Kansas City, Missouri-based Dairy Farmers of America Inc. (DFA) was another leader in the industry. One of the country's largest dairy co-ops, DFA had 17,000 members in 48 states. Sales in 2009 reached $11.2 billion. Other leaders included Quality Chekd Dairy Products Association of Naperville, Illinois, with 27 members and 59 manufacturing facilities; and Prairie Farms Dairy Inc., a private cooperative based in Carlinville, Illinois, which had nearly $1.2 billion in 2008 sales and 1,800 employees.

Workforce

The U.S. Department of Labor Bureau of Labor Statistics reported 2009 employment for the dairy product manufacturing industry at 129,500 workers, with the average hourly wage of a production worker in the industry at $15.99 an hour.

Jobs in the dairy industry requiring a college degree included farm and processing plant management, quality control, and research.

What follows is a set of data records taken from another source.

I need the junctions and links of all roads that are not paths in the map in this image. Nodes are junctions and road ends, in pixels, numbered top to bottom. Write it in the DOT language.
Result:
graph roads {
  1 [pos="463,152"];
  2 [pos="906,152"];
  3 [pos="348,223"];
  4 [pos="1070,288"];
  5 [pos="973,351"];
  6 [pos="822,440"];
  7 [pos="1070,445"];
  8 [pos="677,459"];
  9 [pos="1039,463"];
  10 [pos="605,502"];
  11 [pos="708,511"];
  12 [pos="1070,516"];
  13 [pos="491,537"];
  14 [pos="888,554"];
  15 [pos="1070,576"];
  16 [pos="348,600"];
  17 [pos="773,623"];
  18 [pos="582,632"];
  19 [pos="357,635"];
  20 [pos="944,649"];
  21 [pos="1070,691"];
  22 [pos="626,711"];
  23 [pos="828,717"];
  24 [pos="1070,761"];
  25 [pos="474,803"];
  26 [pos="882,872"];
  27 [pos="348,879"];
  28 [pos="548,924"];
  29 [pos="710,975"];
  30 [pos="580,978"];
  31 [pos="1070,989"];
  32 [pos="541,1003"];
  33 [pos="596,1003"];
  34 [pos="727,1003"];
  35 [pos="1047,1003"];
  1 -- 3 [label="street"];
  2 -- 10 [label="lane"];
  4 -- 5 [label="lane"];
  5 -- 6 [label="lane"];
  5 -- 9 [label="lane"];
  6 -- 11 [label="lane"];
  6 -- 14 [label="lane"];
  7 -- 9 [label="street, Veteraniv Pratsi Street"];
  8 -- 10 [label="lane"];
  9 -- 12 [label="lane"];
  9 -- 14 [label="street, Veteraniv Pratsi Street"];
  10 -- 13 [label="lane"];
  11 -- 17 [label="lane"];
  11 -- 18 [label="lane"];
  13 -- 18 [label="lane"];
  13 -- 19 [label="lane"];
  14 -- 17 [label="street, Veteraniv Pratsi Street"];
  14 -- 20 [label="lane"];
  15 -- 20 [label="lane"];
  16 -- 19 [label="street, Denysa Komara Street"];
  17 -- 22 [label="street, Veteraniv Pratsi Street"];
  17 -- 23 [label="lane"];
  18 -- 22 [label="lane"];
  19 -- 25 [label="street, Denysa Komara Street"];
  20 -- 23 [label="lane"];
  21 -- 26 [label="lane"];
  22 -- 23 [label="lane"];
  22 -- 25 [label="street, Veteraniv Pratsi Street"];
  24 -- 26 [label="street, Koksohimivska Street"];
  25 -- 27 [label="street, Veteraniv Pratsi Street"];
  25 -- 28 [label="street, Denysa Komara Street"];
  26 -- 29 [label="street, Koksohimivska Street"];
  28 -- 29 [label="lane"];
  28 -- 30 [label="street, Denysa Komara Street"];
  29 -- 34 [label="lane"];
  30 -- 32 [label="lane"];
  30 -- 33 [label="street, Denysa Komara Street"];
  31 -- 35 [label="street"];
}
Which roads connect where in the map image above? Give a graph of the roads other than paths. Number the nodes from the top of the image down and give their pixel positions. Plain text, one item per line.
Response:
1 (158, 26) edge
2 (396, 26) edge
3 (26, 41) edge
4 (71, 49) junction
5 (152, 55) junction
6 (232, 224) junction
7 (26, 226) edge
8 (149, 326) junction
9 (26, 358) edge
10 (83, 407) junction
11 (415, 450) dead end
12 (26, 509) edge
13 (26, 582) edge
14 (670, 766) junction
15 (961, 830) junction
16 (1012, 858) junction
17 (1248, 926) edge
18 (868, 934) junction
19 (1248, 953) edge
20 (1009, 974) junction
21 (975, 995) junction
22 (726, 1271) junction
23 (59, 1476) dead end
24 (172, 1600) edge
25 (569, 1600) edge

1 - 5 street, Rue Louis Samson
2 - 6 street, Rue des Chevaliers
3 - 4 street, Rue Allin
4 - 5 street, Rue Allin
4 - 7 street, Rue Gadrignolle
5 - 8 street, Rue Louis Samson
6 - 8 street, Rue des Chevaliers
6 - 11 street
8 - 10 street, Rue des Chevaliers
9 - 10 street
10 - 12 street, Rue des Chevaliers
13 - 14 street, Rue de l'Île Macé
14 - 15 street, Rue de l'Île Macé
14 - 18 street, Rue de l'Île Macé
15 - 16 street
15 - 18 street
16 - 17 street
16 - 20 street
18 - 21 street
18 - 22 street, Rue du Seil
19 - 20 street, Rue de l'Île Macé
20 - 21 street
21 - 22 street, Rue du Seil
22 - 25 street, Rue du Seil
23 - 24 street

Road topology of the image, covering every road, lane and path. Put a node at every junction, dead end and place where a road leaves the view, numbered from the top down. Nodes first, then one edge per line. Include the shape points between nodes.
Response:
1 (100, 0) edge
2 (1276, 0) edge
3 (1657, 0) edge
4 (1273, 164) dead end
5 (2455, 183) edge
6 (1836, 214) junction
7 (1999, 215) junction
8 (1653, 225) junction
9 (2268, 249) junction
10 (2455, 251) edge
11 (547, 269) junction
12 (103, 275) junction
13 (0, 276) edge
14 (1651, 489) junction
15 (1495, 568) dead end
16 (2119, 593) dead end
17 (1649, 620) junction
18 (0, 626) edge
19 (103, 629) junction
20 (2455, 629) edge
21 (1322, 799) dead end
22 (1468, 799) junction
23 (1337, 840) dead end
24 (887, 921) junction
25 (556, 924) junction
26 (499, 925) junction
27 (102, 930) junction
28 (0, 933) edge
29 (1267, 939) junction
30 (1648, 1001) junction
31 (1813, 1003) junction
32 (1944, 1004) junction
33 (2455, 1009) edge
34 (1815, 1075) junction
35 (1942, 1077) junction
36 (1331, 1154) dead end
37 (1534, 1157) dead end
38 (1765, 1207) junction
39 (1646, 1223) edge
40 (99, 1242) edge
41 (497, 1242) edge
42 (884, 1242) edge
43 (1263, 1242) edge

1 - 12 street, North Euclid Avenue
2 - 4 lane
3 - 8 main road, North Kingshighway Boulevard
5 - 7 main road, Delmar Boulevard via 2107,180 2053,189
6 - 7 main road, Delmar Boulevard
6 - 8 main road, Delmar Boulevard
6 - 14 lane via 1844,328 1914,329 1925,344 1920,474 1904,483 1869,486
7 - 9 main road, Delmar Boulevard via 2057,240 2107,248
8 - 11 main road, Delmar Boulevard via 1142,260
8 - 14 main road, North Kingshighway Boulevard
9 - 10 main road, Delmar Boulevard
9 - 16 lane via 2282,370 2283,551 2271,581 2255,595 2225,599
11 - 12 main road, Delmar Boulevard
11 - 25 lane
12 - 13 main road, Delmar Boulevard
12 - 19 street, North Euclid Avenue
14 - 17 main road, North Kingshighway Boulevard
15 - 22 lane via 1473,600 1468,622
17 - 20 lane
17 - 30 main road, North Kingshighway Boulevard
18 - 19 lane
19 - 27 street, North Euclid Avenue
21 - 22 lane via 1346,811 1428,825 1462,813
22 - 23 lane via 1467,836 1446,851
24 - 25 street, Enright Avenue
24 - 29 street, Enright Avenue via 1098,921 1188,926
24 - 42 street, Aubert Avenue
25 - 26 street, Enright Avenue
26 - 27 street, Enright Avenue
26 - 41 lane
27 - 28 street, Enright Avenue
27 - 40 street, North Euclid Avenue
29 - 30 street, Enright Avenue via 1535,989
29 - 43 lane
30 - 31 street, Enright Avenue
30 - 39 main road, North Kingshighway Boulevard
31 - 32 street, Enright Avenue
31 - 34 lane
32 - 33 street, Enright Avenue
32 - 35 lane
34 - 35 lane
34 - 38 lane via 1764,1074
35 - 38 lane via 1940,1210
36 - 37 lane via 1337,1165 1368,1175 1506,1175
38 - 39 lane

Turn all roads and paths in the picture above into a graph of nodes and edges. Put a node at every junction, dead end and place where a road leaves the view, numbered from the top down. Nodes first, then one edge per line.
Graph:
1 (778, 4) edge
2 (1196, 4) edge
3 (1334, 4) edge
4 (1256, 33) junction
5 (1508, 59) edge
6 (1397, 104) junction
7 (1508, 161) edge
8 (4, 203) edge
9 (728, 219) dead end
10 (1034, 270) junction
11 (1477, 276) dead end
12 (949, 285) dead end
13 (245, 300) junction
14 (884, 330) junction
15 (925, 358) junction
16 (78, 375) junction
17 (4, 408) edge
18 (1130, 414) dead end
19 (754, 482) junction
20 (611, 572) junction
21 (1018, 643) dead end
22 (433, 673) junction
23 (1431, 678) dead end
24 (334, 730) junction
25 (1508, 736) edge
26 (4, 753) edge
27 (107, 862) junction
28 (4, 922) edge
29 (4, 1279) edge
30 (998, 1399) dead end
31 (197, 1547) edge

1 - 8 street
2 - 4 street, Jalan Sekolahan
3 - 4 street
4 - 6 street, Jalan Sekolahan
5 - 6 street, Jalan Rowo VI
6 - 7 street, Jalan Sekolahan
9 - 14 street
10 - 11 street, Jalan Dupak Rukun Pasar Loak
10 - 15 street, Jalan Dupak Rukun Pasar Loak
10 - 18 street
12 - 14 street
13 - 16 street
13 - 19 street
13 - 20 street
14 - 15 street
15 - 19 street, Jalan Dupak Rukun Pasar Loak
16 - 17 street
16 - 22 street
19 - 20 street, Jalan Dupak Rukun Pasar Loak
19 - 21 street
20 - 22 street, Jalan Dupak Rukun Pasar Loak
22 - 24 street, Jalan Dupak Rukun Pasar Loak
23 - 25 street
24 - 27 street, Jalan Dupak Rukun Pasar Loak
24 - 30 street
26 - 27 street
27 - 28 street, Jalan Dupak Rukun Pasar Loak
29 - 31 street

Training for herd management, milk production, processing, distribution, and sales could be obtained from secondary and vocational schools.

Research and Technology

There was consternation and divided opinion among dairy farmers and processors beginning in the late 1980s on how, and whether, they would make use of bovine somatotropin (rBST), even though it had been found safe for human consumption by the National Institutes of Health and approved by the FDA. rBST is a genetically engineered version of a hormone that occurs naturally in cows and increases milk production as much as 15 percent. It was first marketed by its producer, Monsanto, under the trade name Posilac. In 2008, Eli Lilly and Company announced plans to purchase the Posilac brand from Monsanto for an estimated $300 million.

Proponents argue that milk from rBST-treated cows is indistinguishable from milk produced by ordinary cows. Critics, however, note that cows that have been treated with rBST (or BGH-bovine growth hormone, as it is also known) are more likely to contract mastitis, an udder infection. The hormone has been rejected by Canada and countries in Europe.

Growing consumer concerns related to the synthetic hormone's safety led to a backlash against its use. The California Dairies Inc., a large dairy cooperative responsible for 14 billion pounds of annual milk shipments, instructed its members to stop injections of rBST on herds by August 1, 2007. Although members were later given the option to use rBST, they were required to pay extra for the cleaning of tanks and trucks that was necessary to haul their milk, according to president of the co-op, Richard Cotta. They were also given an option of an early release from their contracts with California Dairies.

The trend against milk from rBST-enhanced cows continued to spread throughout the country. In 2008, for example, almost all the members of the Michigan Milk Producers Association signed an agreement stating they would not inject their cows with the hormone, in exchange for a premium price from processors.

The hormone was the subject of a labeling debate as well, with ongoing discussion about whether milk from rBST-treated cows should be labeled as such. Some questioned where this might stop: If milk products produced from rBST-treated cows are required to be labeled as such, they argued, similar requirements for other undisclosed substances in foods, such as pesticides and antibiotic residues, could follow. Others insisted consumers had a right to know what was in their milk. Michigan handled the problem by producing new labels advertising milk as "hormone-free" but including the disclaimer "No significant difference has been shown between milk derived from rBST treated or non-rBST treated cows." The controversy continued to wage on in the legislatures and courtrooms of Kansas, Ohio, Pennsylvania, Indiana, Missouri, and Montana as the first decade of the twenty-first century neared a close.